## EXERCISE DATA

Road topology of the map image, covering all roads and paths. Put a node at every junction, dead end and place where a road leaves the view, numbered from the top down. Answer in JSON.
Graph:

---

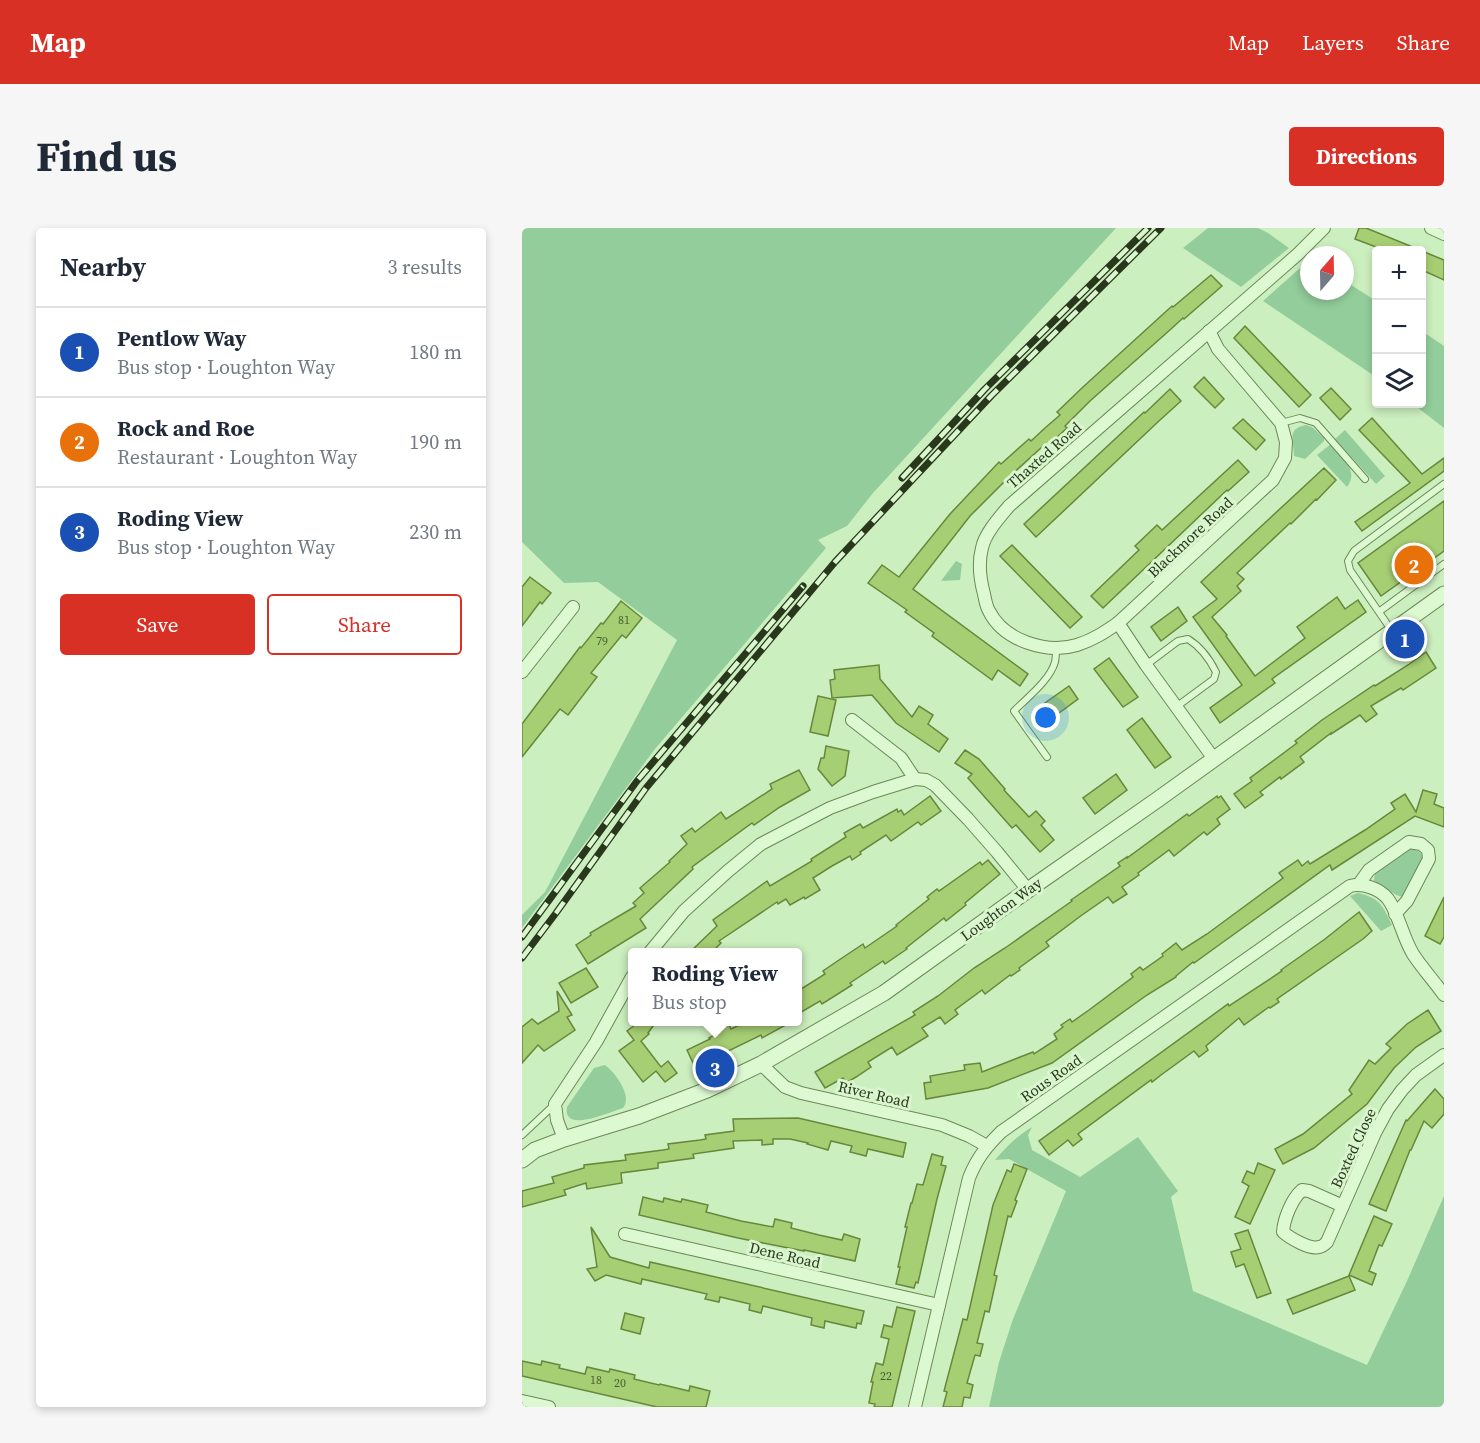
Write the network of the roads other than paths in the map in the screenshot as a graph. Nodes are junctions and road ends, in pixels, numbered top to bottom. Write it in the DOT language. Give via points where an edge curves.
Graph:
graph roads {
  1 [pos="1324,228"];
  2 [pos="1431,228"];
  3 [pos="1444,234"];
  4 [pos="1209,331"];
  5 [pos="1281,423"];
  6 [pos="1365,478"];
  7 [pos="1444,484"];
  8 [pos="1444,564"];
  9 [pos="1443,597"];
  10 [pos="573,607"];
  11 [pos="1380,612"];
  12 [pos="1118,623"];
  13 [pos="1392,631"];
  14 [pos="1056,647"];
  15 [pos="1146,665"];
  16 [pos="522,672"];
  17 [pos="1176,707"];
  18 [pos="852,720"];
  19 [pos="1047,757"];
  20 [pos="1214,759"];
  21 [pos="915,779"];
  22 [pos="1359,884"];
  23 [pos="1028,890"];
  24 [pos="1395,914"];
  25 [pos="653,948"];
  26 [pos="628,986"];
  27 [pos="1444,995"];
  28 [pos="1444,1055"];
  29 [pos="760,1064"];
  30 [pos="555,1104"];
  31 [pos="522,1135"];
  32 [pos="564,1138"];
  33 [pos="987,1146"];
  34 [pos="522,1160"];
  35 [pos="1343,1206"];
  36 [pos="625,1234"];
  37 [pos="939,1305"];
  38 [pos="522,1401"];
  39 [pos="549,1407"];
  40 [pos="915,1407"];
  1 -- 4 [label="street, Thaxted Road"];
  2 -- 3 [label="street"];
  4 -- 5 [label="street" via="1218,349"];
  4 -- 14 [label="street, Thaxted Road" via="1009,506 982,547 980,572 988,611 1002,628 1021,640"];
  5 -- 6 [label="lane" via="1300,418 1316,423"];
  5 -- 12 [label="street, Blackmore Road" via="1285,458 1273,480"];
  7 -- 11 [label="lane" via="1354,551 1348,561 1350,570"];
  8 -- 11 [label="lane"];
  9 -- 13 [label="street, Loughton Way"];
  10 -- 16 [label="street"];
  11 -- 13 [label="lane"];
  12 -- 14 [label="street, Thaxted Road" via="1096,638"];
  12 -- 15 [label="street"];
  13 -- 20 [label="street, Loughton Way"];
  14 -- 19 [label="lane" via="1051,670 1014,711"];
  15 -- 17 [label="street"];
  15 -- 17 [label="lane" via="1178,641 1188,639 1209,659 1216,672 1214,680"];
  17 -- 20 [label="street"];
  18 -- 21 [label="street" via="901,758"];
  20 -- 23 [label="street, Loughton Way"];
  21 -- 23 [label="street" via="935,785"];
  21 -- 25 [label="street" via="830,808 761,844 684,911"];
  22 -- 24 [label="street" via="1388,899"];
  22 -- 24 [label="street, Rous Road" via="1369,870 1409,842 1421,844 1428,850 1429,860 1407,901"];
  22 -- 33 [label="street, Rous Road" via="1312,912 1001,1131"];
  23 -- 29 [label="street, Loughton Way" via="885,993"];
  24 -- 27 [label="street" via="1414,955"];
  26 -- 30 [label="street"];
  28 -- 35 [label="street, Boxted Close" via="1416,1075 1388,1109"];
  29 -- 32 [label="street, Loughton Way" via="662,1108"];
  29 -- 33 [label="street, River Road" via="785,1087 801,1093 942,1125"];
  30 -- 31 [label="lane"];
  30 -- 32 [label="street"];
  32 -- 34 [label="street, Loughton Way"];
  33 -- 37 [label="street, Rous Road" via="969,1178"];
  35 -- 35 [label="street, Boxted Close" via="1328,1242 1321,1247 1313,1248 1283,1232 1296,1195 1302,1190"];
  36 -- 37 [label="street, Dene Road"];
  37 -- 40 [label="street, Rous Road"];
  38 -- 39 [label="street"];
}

## WHAT YOU WILL DO
Scan the records above for the word "numbered". Copy each line that has it.

## PROBLEM SOLUTION
Road topology of the map image, covering all roads and paths. Put a node at every junction, dead end and place where a road leaves the view, numbered from the top down. Answer in JSON.
Write the network of the roads other than paths in the map in the screenshot as a graph. Nodes are junctions and road ends, in pixels, numbered top to bottom. Write it in the DOT language. Give via points where an edge curves.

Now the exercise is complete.